Uranus wird rückläufig – 07. August 2018

Uranus – siehe auch unten – ist kurz vor der Rückläufigkeit (am Dienstag dreht er endgültig um) und damit steht das, was der Veränderung bedarf im Fokus. Deshalb gibt es jetzt einen Artikel zu der Dürre, die das in den Fokus rückt, was Uranus die letzten Monate aufgedeckt hat.

Ausgebremst, verlangsamt, gezwungen, sich mit der Hitze zu befassen, der Langsamkeit, dem Körper zu folgen, später raus gehen, nicht zu viel tun. Das ist der Zustand, in dem wir uns gerade befinden, unter der Hitze und der manchmal brennenden Sonne.

Schnecke auf Rosenblatt als Sinnbild für den rückläufigen Mars
Schneckentempo unter Mars rückläufig

Ebenso, wie Mars rückläufig ist, der anfeuert, ja irgendwie tun will, und eben nicht kann. Es steht uns unter einem rückläufigen Mars einfach weniger Energie zur Verfügung. Jetzt kann ich sagen, es ist der Mars, der uns verlangsamt – oder eben die Hitze. Oder ich kann sagen: die Hitze ist das ausführende Organ, welches uns zwingt, uns mit der nicht vorhandenen Energie für angeblich wichtige und dringende Aufgaben abzufinden. Das Quadrat zu Uranus lädt nochmal mehr auf, Ärger, wollen und Neues rufen, aber noch ist es nicht an der Zeit. Stillstand. Mit der Möglichkeit hinzusehen.

Wir erleben einen Jahrhundertsommer, etwas, was zumindest in unserem Denken und Erfahren noch nie stattgefunden hat. Auch wenn die Annalen zeigen, es gab so einen schon mal, 1904. Das wußten vielleicht meine Großeltern oder Urgroßeltern, die alle schon gestorben sind, die Ahnen. Die haben es erlebt, aber wir noch nicht, wir „wissen“ nur davon. Wir haben davon gehört. Waldbrände, die altes vernichten, wüten in diesem Sommer in einem ungeahnten Ausmaß, und auch bei uns. Plötzlich (Uranus) ist alles anders.

Wir erleben etwas Neues – Uranus lässt grüßen

Die Dürre zwingt uns, uns endlich mit dem Klimawandel (Stier) auseinander zu setzen. So könnte es aussehen.

Dürre - ausgetrocknete Talsperre
Ausgetrocknete Talsperre als Bild für die Dürre

Ich frage mich die ganze Zeit, warum es bei den Sturzfluten des vergangenen Jahres nicht auch zu diesen Fragen gekommen ist. Oder hatten wir diese Fragen und haben Sie wieder vergessen? War es nicht damals schon genauso dringend? Oder ist es was anderes, wenn alle gleichermassen von dieser Hitze betroffen sind? Sturzfluten gab es mal hier und dort, nur einzelne Dörfer, Städte und Menschen waren betroffen, das ist jetzt anders. Diesen Sommer ist vieles deutlicher erkennbar und liegt in der prallen Sonne.

Die Mondfinsternis lässt uns vieles klar erkennen

Die Dürre lässt erkennen, wie abhängig wir von den Bauern und ihrer Arbeit sind, auch davon, dass es Wald gibt, nicht nur den Forst, die Monokultur, die zur Verwertung herangezogen werden. Wir erkennen, dass die Brandgefahr (Mars) vor allem dort besonders groß ist, wo es Monokulturen und keinen Mischwald gibt.
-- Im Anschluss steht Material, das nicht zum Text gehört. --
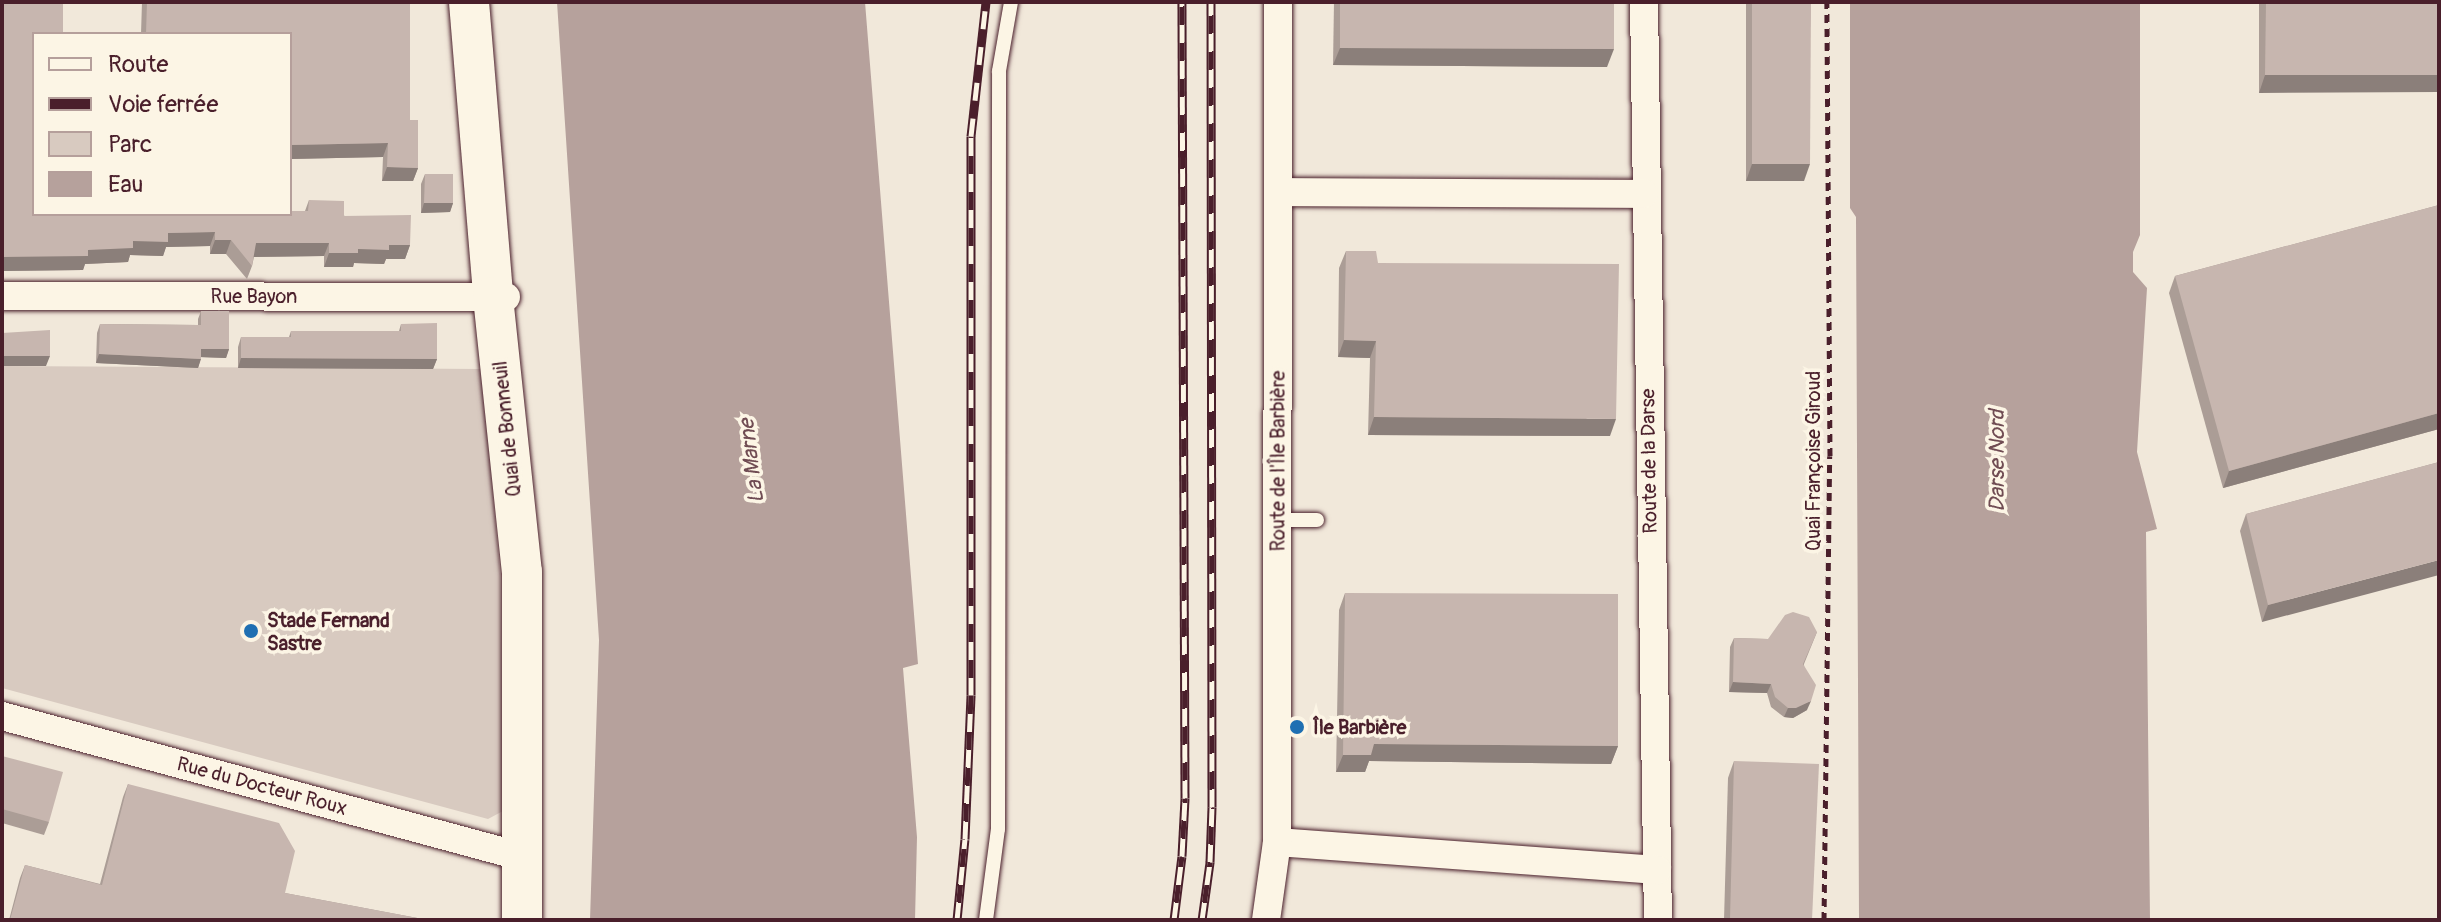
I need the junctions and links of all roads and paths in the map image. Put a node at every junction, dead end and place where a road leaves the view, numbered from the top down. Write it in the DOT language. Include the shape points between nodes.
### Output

Wir lernen, wie wohltuend der Schatten der Bäume ist, der Mischwald, der Waldsee (auch wenn er von Badenden überlaufen ist). Dort bekommen wir Luft, wir können uns regenerieren. Wir sind nicht mehr den aufgeheizten Strassen der Stadt, der Großstadt ausgeliefert. Die Städte, die sich aufheizen sind zudem für kühlere und kalte Wetter gebaut, denn es wird kein Bereich eingeplant, der Schatten spendet, so wie in Athen, wo das Erdgeschoss meist zurückgesetzt ist, und die Schaufenster der Läden damit im Schatten liegen.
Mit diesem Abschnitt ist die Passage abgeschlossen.